## Your instructions
Search the records for the string "main". Copy each line where it occurs.

Source records Block Start

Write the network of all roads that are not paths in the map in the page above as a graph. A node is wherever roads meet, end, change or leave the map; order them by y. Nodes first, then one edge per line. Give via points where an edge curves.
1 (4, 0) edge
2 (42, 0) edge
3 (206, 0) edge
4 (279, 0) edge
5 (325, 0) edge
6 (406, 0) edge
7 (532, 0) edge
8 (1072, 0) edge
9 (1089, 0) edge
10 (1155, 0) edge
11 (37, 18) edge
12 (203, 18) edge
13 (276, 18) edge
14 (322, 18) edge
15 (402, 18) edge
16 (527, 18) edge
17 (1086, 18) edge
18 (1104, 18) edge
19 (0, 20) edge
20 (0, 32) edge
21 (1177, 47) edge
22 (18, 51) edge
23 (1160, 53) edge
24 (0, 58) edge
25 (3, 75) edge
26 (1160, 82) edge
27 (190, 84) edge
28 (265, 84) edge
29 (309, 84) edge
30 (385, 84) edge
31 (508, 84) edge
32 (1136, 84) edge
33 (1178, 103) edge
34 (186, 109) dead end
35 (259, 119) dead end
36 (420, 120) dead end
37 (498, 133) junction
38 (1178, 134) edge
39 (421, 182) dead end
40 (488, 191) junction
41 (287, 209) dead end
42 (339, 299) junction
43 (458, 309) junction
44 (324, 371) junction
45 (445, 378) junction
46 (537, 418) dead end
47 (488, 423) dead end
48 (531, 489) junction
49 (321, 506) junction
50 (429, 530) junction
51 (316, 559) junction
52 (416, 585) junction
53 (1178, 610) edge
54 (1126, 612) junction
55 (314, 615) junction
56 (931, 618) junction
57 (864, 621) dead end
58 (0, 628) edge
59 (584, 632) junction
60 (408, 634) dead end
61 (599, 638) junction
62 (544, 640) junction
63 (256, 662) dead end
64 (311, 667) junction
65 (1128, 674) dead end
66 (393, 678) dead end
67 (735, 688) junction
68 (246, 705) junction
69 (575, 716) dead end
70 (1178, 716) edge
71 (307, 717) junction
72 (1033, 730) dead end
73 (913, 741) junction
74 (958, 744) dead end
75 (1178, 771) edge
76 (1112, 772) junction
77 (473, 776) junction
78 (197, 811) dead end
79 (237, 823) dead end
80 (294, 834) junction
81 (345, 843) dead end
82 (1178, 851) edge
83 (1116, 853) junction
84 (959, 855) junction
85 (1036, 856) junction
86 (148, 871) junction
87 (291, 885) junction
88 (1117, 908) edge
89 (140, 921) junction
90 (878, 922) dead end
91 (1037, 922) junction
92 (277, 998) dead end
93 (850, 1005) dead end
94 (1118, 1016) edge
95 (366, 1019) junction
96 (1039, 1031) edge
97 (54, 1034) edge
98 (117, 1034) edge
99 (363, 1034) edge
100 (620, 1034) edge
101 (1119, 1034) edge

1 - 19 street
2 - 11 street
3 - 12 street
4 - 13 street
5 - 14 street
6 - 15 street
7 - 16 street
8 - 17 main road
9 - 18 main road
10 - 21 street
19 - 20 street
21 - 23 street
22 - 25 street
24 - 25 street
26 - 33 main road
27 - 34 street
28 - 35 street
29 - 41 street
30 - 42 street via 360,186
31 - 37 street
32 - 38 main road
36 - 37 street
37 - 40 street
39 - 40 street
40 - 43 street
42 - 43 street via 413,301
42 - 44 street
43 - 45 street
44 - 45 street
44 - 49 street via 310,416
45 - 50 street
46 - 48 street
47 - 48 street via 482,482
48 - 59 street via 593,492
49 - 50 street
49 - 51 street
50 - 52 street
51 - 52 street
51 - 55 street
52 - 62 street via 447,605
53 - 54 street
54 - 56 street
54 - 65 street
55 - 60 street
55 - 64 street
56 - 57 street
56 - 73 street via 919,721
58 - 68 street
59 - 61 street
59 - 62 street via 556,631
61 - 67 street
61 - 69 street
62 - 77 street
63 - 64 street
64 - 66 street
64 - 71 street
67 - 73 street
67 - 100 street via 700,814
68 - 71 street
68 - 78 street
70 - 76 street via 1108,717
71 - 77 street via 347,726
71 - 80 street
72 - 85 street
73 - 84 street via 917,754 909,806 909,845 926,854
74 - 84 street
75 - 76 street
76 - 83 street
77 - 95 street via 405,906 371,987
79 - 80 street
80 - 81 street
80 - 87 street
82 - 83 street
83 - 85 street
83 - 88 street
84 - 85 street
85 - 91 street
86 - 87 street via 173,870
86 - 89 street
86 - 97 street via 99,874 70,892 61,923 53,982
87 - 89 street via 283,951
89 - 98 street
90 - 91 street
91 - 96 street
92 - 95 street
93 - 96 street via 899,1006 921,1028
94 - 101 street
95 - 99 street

Source records Block End

## Your response
8 - 17 main road
9 - 18 main road
26 - 33 main road
32 - 38 main road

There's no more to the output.